▸ EXERCISE DETAILS:
No output is needed beyond the number of lines in the listing that contain the word "nodes".

▸ DATA TO PROCESS:
========================================================================

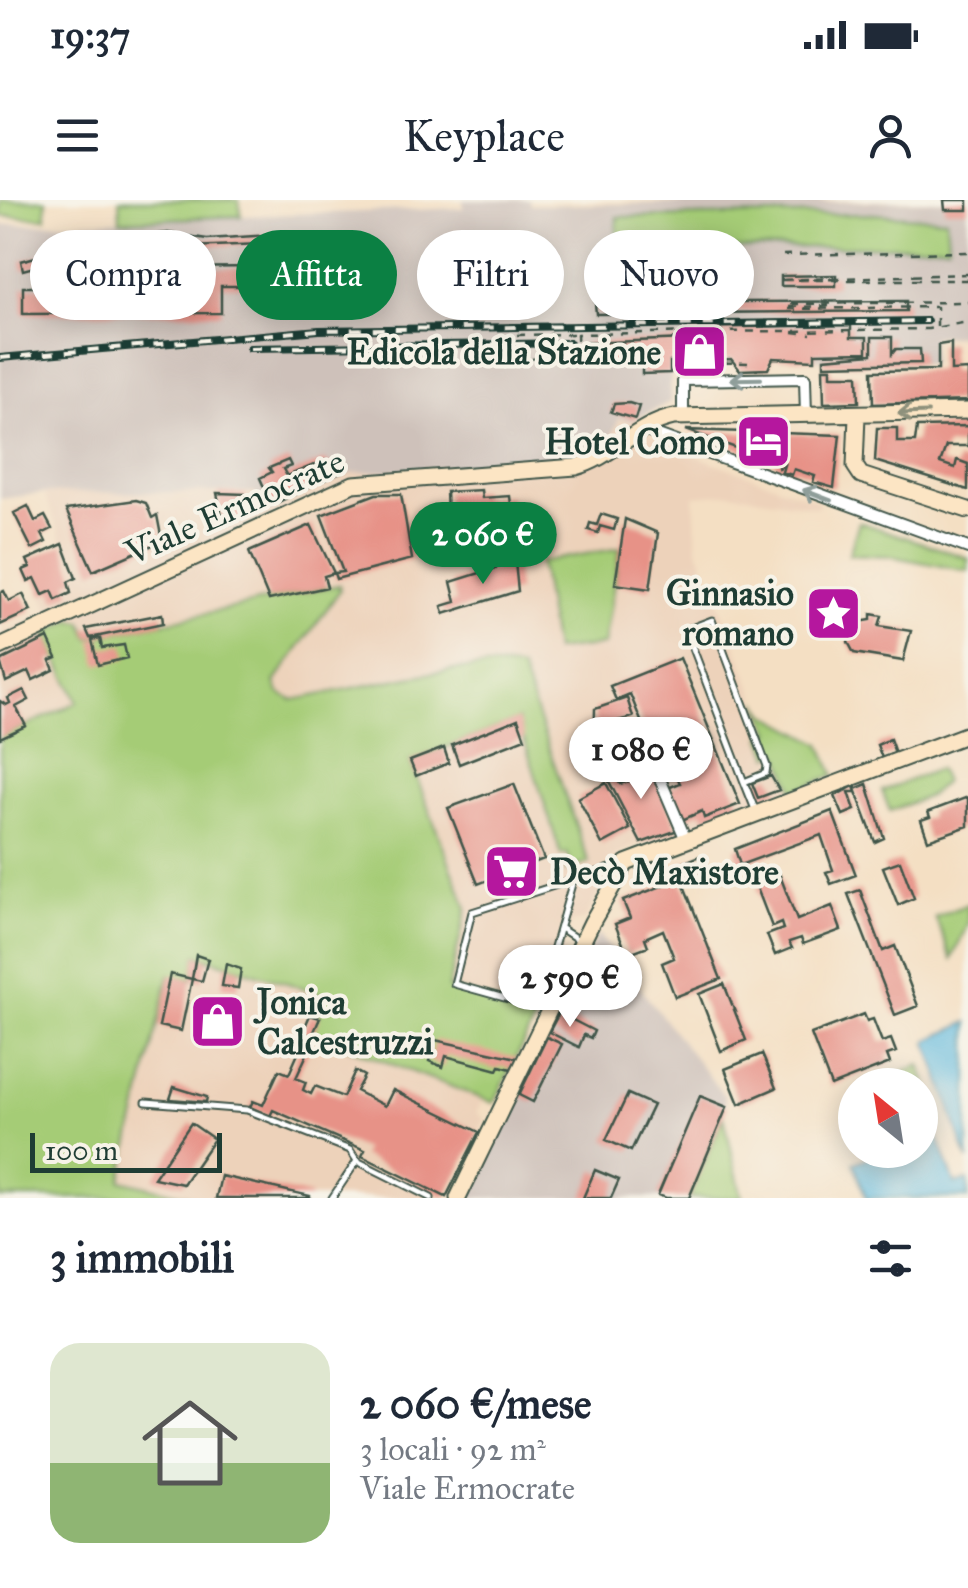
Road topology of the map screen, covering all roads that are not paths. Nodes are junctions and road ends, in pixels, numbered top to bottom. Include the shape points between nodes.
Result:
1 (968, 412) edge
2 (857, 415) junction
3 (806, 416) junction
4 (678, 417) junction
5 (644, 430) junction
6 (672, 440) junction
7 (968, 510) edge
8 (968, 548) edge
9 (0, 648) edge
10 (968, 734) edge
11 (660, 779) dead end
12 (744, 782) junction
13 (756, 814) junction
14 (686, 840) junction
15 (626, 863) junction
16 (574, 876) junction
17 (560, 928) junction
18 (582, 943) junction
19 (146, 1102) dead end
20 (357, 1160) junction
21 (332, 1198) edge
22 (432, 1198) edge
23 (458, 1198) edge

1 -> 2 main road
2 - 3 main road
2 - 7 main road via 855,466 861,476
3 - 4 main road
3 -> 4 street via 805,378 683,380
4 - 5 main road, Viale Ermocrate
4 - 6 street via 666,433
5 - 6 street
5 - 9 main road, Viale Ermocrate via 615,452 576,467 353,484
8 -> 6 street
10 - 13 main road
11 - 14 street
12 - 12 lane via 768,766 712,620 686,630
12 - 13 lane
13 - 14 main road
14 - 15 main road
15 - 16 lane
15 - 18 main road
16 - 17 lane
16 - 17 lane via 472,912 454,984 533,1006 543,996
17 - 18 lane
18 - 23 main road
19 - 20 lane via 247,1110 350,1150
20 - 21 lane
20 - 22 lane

========================================================================

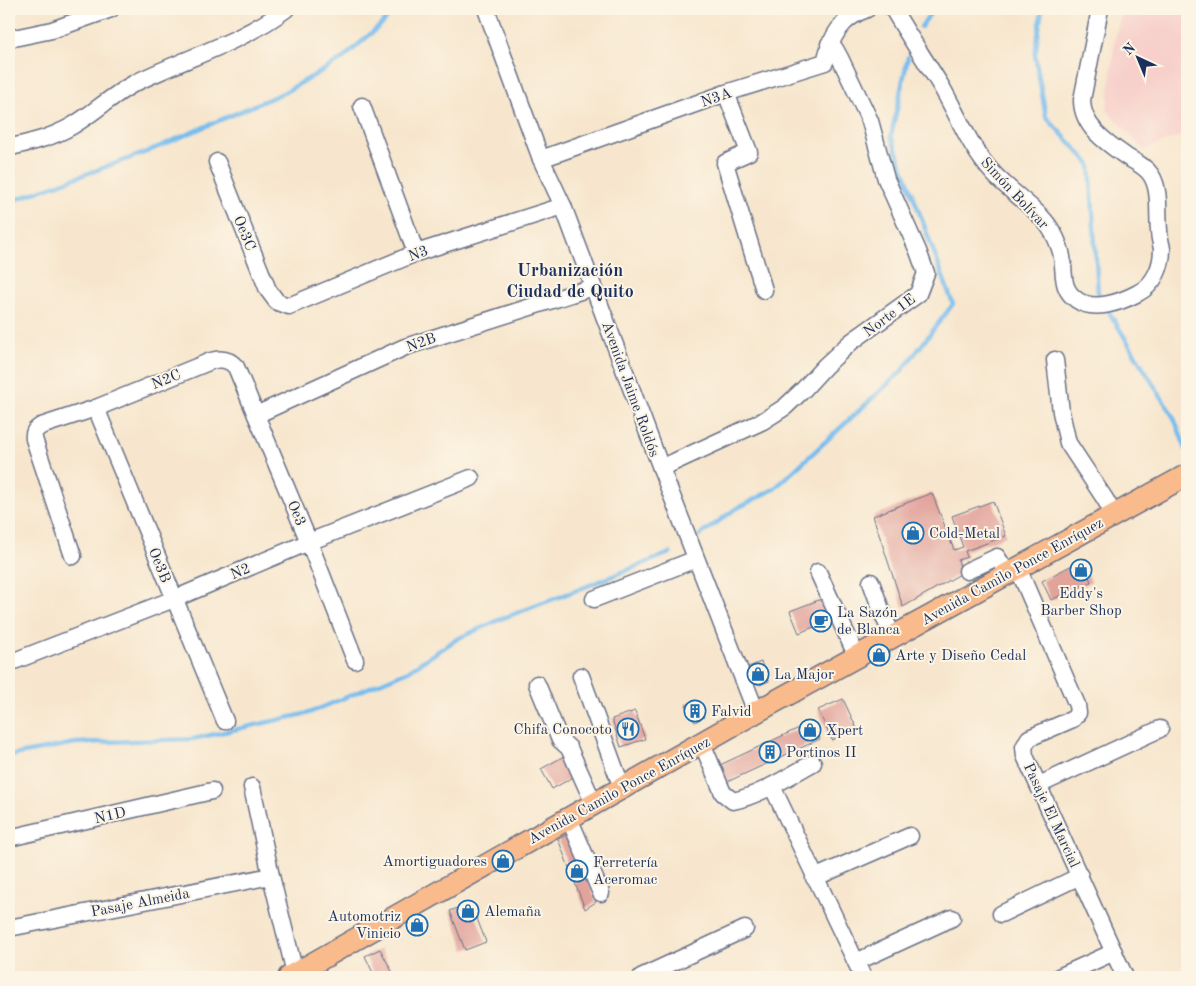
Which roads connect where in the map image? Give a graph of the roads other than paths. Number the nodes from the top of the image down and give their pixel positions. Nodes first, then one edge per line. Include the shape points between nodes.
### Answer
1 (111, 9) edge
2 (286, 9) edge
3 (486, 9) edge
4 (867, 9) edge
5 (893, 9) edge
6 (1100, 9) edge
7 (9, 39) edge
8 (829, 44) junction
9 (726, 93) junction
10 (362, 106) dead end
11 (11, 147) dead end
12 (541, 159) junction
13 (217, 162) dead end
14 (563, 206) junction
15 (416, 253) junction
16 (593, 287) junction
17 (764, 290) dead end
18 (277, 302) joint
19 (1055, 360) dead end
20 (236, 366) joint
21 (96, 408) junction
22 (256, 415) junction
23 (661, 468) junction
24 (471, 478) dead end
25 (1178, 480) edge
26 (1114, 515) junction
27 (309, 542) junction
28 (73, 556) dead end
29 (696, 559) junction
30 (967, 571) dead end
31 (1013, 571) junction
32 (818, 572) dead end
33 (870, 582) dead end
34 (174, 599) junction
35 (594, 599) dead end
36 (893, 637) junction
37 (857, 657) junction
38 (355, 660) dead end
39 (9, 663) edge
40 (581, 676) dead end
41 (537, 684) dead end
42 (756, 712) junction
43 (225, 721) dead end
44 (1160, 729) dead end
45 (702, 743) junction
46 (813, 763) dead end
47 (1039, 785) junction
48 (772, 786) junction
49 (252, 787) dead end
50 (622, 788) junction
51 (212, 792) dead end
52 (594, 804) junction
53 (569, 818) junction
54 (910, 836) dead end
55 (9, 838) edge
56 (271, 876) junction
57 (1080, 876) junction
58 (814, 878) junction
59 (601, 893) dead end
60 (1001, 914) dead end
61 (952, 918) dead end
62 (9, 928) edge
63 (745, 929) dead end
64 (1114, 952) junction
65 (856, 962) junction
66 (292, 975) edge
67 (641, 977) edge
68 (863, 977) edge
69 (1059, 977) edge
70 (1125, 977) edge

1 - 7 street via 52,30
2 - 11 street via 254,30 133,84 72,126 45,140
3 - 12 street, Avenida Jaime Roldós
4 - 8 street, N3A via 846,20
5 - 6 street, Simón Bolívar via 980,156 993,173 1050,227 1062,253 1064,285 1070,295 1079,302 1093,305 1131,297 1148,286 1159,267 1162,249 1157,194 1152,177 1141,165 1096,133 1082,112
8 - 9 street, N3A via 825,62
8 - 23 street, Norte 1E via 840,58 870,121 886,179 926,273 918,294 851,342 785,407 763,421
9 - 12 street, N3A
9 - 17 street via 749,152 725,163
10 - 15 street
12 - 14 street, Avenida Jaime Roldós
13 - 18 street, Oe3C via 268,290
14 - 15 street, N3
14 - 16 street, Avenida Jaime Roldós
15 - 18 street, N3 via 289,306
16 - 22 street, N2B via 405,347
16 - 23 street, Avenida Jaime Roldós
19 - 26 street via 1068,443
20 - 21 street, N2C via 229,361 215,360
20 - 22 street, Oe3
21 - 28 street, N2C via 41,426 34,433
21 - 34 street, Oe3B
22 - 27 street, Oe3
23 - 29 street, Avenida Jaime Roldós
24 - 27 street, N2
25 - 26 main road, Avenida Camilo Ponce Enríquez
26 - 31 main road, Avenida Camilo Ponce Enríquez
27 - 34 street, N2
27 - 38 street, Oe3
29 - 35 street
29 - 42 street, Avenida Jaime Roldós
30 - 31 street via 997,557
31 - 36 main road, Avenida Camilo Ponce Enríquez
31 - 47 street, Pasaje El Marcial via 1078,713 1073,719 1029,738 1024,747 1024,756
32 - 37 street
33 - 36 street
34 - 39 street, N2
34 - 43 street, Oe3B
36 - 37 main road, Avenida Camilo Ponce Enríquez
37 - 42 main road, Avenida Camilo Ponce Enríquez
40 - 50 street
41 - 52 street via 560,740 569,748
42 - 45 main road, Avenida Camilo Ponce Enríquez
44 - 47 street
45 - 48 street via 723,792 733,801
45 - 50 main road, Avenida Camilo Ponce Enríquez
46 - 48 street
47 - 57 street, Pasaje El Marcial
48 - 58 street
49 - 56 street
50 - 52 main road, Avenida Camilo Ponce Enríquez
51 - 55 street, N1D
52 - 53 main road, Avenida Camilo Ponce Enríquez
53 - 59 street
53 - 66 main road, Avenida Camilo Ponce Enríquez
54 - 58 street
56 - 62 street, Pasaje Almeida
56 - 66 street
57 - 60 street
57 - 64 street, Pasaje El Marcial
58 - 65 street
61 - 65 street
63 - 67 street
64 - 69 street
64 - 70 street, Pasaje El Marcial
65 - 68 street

========================================================================

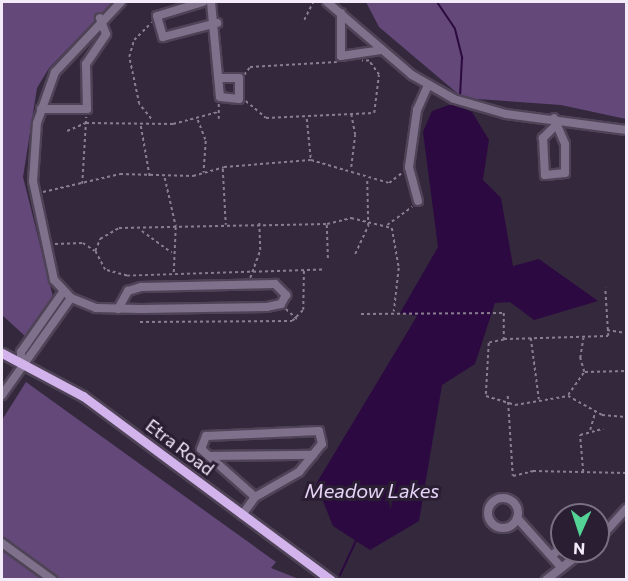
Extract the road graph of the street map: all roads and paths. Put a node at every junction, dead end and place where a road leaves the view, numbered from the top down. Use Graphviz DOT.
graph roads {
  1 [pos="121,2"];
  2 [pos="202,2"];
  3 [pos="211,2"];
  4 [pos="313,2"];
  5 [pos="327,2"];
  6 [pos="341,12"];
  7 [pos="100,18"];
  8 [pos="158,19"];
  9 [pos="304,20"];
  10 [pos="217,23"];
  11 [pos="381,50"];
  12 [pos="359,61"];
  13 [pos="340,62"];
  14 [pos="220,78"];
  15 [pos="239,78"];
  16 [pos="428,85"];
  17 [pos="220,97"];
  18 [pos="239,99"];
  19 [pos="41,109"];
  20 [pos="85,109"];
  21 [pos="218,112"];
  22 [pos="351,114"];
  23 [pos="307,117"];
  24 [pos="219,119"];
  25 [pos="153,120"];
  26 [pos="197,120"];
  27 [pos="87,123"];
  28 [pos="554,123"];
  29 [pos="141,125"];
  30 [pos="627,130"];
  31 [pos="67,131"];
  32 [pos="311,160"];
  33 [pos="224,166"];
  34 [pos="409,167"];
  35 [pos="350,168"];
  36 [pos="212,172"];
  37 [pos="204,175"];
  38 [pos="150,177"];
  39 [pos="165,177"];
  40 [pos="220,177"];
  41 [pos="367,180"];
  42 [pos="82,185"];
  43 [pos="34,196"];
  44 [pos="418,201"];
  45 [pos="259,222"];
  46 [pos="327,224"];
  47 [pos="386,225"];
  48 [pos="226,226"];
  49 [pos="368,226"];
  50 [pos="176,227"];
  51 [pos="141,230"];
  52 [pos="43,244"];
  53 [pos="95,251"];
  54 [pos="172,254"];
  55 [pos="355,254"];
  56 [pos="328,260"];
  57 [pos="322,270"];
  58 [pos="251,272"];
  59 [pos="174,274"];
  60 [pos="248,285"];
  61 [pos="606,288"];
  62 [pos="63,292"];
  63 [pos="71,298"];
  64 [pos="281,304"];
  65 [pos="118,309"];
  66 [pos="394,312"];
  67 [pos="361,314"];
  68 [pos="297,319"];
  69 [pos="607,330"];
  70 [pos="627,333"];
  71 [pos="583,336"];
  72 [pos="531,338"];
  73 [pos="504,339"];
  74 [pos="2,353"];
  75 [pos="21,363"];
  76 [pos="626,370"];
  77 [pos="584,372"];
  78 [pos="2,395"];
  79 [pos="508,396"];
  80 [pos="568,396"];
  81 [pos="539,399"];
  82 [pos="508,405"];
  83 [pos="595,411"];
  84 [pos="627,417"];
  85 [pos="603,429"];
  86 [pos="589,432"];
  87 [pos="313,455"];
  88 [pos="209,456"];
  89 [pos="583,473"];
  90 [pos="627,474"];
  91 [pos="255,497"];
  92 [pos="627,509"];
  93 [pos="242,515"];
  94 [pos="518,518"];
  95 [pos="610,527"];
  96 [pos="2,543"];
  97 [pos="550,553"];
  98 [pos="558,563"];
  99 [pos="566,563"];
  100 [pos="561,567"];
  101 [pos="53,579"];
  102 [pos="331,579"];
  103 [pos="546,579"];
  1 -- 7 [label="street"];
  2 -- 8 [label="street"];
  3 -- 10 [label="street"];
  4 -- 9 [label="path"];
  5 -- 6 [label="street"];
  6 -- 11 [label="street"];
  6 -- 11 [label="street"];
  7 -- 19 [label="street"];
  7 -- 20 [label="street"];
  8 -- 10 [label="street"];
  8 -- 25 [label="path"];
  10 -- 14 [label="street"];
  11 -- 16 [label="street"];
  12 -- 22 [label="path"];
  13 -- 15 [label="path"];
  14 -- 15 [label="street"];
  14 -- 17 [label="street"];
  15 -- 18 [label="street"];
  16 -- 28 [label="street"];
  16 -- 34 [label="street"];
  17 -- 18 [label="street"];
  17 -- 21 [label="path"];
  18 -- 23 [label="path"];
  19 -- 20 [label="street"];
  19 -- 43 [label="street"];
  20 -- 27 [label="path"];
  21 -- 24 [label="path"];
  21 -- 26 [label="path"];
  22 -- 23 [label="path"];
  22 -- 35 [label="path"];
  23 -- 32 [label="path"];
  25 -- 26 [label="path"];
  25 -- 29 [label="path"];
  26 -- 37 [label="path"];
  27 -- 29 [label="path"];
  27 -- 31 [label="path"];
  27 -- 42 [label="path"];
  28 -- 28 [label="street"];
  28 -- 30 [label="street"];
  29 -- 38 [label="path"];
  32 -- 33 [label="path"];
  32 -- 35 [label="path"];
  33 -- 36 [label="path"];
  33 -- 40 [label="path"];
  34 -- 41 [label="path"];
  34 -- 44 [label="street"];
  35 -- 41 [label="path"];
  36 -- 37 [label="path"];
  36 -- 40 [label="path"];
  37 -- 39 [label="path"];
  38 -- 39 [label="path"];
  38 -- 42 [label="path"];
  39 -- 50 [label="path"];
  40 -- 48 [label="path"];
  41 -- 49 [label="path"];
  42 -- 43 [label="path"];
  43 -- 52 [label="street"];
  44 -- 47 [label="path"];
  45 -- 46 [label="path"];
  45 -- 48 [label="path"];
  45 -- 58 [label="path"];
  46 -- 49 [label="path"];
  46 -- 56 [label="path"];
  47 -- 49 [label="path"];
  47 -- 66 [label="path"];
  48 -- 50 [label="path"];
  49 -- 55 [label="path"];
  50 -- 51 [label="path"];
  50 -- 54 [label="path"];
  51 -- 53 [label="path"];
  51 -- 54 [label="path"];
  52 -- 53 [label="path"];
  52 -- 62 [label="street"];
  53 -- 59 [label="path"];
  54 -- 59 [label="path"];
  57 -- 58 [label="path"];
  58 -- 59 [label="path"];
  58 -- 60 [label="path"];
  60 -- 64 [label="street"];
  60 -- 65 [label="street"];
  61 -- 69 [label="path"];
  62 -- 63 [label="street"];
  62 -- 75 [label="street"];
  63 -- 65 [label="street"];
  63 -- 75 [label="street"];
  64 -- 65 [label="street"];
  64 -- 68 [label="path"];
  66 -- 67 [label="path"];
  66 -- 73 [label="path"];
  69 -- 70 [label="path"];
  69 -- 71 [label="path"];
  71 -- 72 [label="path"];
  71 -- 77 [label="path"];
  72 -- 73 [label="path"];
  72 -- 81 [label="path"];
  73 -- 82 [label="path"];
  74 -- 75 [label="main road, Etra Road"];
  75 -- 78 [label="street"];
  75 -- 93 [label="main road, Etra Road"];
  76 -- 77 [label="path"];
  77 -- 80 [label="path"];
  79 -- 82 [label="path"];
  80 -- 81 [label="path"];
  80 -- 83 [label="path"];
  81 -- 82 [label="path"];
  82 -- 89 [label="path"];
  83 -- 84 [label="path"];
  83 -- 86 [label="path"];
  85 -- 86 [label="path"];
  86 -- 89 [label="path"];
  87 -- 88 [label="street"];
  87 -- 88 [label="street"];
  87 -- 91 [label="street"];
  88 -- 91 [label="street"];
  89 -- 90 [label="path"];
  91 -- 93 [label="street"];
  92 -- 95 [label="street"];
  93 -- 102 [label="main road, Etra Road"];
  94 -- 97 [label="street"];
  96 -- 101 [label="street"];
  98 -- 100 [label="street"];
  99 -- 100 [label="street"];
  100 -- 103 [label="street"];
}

========================================================================

▸ REPLY:
2